Et pendant qu’on en est aux « mondanités », parlons du château de Joux, en Haute-Loire, dont les gogues ruraux et rustiques (auxquels on accédait en passant dans le petit bois, séparé de la haute et belle terrasse par un haut mur), étaient à deux places, ce qui m’a toujours laissé perplexe, et où l’on pouvait par là observer en direct, six ou sept mètres plus bas, le résultat des activités développées en cet endroit. Je précise que, si je parle de châteaux, ce n’est jamais moi qui y ai habité. « Simple visite », comme on dit au Monopoly.

 

Fermez la parenthèse.

 

Promis, je cesse de digresser, et je reviens à mon Vialatte.
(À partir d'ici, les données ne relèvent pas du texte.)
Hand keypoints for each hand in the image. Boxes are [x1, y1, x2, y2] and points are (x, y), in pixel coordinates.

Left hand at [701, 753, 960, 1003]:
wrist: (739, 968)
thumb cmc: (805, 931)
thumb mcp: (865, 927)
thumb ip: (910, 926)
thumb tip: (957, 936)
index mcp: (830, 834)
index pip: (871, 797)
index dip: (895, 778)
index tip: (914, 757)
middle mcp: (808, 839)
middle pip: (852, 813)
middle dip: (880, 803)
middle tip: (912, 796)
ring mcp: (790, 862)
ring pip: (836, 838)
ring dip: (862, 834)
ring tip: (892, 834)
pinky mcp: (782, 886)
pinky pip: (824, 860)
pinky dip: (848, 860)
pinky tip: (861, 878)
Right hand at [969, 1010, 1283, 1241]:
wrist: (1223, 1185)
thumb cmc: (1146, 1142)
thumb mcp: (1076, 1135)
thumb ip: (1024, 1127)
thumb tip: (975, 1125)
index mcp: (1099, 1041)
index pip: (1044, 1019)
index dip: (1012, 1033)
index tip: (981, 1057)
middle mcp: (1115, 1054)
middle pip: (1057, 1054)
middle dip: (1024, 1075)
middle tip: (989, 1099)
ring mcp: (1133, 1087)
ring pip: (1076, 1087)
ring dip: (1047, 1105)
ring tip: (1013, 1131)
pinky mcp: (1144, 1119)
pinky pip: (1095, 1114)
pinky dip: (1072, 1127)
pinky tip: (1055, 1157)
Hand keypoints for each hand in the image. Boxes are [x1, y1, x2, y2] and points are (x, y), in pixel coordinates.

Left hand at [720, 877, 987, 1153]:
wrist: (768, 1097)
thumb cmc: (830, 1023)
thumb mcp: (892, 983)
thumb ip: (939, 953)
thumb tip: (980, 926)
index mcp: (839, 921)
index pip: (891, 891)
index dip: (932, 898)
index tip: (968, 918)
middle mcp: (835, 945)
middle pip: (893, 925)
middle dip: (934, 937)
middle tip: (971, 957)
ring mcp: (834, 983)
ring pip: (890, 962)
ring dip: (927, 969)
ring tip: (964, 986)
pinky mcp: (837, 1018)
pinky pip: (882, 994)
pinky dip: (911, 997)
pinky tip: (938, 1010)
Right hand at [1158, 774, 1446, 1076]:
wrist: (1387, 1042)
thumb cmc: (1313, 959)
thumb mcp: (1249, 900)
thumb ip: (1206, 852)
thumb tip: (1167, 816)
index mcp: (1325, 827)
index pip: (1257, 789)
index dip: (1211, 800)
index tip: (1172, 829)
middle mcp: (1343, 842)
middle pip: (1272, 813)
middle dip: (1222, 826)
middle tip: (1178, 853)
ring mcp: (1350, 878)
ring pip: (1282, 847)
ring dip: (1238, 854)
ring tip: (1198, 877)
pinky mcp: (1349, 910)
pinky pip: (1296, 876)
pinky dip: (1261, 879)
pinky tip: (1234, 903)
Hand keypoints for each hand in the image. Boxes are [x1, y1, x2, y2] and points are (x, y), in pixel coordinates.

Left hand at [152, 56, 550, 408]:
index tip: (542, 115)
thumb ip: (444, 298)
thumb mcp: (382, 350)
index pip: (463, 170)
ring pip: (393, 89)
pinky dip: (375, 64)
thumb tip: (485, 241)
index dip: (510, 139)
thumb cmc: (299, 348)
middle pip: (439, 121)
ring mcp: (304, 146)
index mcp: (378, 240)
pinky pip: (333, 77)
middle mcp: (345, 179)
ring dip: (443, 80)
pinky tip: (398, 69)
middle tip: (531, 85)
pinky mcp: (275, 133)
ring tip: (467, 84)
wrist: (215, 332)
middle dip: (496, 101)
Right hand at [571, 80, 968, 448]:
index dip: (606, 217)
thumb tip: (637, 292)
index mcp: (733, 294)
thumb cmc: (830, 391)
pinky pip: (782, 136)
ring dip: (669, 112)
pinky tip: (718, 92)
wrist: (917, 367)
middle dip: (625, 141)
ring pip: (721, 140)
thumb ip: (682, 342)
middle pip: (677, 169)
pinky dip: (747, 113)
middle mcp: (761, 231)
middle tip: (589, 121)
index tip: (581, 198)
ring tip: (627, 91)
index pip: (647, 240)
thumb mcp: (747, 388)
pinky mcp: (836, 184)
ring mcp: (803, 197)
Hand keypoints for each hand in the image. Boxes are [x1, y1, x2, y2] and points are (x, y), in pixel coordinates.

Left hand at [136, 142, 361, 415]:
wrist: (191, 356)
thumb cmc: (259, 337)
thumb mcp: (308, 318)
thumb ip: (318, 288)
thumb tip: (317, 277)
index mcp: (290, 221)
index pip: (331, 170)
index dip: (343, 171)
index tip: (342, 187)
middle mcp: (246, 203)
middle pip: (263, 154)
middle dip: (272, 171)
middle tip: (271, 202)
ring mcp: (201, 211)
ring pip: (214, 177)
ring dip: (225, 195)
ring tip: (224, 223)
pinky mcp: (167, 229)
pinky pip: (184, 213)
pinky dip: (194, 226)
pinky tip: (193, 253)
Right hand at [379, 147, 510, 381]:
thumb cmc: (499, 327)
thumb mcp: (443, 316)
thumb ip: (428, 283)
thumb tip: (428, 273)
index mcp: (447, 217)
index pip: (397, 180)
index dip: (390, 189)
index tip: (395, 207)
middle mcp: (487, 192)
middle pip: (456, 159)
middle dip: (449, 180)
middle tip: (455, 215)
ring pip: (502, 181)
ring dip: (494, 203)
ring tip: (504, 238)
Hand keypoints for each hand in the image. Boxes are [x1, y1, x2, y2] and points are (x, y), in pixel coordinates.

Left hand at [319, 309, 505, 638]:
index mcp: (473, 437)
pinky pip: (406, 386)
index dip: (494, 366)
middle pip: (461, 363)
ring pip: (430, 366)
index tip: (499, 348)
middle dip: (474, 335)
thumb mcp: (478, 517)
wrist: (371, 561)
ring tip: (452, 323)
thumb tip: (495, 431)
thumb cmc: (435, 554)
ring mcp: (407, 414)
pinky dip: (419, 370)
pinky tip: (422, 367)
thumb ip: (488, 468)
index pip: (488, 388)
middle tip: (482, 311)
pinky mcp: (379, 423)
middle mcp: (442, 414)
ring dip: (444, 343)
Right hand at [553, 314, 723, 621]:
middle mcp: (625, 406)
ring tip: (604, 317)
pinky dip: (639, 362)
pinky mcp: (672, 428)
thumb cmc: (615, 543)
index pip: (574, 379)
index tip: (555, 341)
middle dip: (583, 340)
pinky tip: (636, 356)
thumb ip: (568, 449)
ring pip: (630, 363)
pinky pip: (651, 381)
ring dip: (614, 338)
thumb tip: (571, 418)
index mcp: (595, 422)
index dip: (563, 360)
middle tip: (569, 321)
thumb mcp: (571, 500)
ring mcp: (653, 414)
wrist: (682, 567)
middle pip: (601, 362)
On le considère le plus souvent (quand on n’ignore pas scandaleusement son existence), comme un humoriste. Or, il faut bien se mettre dans la tête qu’Alexandre Vialatte est tout, sauf un humoriste. Avoir de l’humour ne suffit à personne pour devenir un professionnel de la chose. Alexandre le grand plaçait tout son humour dans la sphère infiniment plus vaste du regard très particulier qu’il portait sur le monde.

 

L'humour était un élément parmi d’autres dans la vision toute personnelle qu’il avait des choses. Si l’on veut, l’humour faisait partie intégrante de sa « philosophie » de l’existence. Une « philosophie » éminemment pessimiste. Sans espoir dans une hypothétique amélioration de l’espèce humaine. D’où la formule « Le progrès fait rage », disait-il, avant que Philippe Meyer ne popularisât la formule.

 

Disons que l’humour était, en quelque sorte, l’huile qui permettait au pessimisme de son moteur existentiel de ne pas « casser ». Vous trouverez ci-dessous une jolie petite illustration du pessimisme et de l’humour. Laissez Alexandre Vialatte agiter les ingrédients dans son shaker personnel, et voyez ce que ça donne.   

 

La vérité, c’est qu’on n’a jamais vu pareille docilité des masses. Parce qu’il n’y eut jamais tant de moyens de les conditionner à son gré. L’instruction elle-même y concourt, qui permet à tous les hommes de lire le même journal. L’analphabète était bien obligé d’avoir ses idées personnelles, « de disputer, de juger, de décider par lui-même ». Aujourd’hui, il en croit le prospectus général.

 

Le prospectus général l’assure qu’il ne cesse de devenir plus libre, plus intelligent et plus fort. Que les siècles se superposent et qu’il y voit, par conséquent, de plus en plus loin. Mais il en va de ce socle hautain comme de celui de ce procureur auquel un avocat disait : « Monsieur l’avocat général, votre position supérieure est une erreur du menuisier ». 

 

On trouve ça dans Les Champignons du détroit de Behring. Le pessimisme, c’est la lucidité sur l’époque qui le produit. L’humour, quant à lui, c’est un choix de vie, une attitude. Pour tout dire, c’est une morale. En plus, Alexandre Vialatte montre qu’il avait ce qu’on appelait au 18ème siècle « de l’esprit ». 

 

Voilà ce que je dis, moi.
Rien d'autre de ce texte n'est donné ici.